Tag: Oxfordshire

  • Behind the Scenes at Greys Court Woodland, Online

    In this National Trusts video, you’ll meet Leo Jennings, Area Ranger at Greys Court near Henley in Oxfordshire. You’ll learn more about how and why the Trust fells trees, and how it benefits nature in the surrounding area. You’ll also get an insight into all the different jobs rangers do at the National Trust: from managing habitats to helping out the house team now and again. Join Leo as he explains how the Greys Court rangers have been using wood from the estate to create a boardwalk, which will open up new areas for visitors to explore, and improve accessibility for those who find it tricky to navigate the muddier areas of the woodland. You’ll also hear from volunteers about the work they’re doing to help out on the project. We protect and care for places so people and nature can thrive. Everyone can get involved, everyone can make a difference. Nature, beauty, history. For everyone, for ever. The five minute YouTube video may be viewed at https://www.youtube.com/watch?v=RTtGljPbkPY

  • Tuesday, April 13, 5:00 pm – 6:30 pm – Oxfordshire’s Lost Wonders: Enstone and Hanwell and the Development of 17th C Science in the Garden, Online

    In the seventeenth century Oxfordshire was home to two remarkable gardens that shared a reliance on technology to indulge the enthusiasms of their owners and impress their visitors. The Enstone Marvels are well known, and recent archaeological research has been able to document some extraordinary survivals. The great gardens at Hanwell were the site of a community termed the New Atlantis and excavations there have uncovered remains of a ‘House of Diversion’ together with a unique assemblage of terracotta gardens urns from the period.

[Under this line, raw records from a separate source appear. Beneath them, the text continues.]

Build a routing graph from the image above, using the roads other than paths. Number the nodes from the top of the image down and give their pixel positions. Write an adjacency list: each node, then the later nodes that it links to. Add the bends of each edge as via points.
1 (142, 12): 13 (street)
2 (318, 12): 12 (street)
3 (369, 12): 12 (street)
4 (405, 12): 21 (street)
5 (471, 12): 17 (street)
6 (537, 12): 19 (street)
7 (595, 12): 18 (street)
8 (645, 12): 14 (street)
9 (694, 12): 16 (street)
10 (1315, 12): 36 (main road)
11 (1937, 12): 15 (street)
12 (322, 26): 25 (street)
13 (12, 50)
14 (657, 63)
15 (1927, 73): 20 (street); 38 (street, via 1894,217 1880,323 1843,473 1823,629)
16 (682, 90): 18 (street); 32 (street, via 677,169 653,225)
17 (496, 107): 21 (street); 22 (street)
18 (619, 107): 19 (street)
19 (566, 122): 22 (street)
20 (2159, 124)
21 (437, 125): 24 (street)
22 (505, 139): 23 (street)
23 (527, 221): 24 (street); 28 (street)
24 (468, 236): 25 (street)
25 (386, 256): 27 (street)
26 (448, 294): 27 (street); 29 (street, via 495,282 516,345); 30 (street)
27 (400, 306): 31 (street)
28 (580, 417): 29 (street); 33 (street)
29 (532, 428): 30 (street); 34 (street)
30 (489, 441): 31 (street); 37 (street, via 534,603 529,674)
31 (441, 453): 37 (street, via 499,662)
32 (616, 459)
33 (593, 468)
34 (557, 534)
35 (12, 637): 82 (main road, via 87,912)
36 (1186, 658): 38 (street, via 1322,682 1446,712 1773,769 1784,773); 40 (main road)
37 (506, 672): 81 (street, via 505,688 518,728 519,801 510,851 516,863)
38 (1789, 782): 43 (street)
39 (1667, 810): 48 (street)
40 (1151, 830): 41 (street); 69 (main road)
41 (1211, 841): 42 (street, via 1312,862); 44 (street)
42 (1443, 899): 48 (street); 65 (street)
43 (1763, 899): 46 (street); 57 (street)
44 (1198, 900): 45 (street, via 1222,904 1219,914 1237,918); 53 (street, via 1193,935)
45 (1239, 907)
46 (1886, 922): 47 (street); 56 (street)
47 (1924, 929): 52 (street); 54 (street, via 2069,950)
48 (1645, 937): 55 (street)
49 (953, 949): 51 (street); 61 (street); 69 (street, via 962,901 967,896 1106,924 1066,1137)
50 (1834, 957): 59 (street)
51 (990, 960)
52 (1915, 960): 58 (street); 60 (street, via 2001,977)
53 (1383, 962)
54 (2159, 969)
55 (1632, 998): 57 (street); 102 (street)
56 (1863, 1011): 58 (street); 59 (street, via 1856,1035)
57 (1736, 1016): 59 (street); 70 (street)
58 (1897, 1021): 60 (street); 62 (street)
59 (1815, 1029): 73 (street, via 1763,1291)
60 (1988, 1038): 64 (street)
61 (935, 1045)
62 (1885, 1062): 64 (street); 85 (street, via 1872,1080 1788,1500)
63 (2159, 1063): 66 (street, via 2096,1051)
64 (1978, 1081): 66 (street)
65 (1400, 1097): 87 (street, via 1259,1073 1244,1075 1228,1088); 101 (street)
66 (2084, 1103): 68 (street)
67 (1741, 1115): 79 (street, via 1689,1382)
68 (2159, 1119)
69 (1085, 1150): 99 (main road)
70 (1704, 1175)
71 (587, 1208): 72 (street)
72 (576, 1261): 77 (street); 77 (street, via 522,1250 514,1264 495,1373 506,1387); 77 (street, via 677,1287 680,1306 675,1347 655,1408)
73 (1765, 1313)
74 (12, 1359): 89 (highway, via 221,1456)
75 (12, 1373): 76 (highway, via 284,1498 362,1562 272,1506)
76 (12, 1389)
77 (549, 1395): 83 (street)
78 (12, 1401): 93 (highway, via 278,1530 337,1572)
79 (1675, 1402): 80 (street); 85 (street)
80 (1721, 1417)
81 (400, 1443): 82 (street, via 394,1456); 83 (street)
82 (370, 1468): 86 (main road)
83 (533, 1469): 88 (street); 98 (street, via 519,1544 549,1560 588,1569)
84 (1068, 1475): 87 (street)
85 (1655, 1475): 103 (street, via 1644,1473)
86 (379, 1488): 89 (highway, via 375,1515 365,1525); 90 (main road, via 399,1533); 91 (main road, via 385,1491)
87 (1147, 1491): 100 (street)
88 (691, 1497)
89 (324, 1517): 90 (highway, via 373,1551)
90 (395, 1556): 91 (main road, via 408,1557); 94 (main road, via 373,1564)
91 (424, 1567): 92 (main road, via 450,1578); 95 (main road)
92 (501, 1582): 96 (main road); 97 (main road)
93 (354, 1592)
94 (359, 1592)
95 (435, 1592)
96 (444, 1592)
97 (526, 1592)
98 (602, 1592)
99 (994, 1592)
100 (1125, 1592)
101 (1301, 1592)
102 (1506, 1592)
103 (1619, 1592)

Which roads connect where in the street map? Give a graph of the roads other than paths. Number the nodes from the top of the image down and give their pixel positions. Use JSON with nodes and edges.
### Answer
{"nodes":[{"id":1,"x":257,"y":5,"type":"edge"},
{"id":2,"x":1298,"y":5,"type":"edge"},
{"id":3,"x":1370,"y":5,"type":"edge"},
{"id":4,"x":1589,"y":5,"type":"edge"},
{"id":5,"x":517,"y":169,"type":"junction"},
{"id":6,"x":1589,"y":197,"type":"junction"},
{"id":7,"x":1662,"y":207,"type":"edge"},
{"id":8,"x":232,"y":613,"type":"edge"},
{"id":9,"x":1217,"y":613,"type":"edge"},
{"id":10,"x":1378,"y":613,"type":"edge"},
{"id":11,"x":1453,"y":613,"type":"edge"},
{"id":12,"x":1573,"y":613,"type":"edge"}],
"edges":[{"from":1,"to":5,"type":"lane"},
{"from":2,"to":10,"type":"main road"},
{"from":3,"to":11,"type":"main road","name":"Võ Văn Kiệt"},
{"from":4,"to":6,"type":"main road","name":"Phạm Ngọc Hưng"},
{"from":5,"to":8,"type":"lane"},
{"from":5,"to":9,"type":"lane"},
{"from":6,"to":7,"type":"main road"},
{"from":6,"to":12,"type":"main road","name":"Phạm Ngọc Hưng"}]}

    This April 13 talk beginning at 5 pm Eastern is part of the Garden Trust’s online series exploring archaeology with a 17th century bias. This ticket is for this individual session and costs £5, and you may purchase tickets for other individual sessions or you may purchase a ticket for the entire course of 5 sessions at a cost of £20 via the link here.

    Stephen Wass is a researcher, about to complete his D. Phil. on the subject of seventeenth-century water gardens. In addition, he works as a commercial archaeologist. In this capacity most of his projects involve historic gardens and he is currently occupied with a series of archaeological investigations connected with the latest programme of restoration at Stowe Landscape Gardens near Buckingham. He is also working to set up a new research programme alongside the Oxfordshire Gardens Trust into the ‘lost’ Tudor and Jacobean gardens in the county.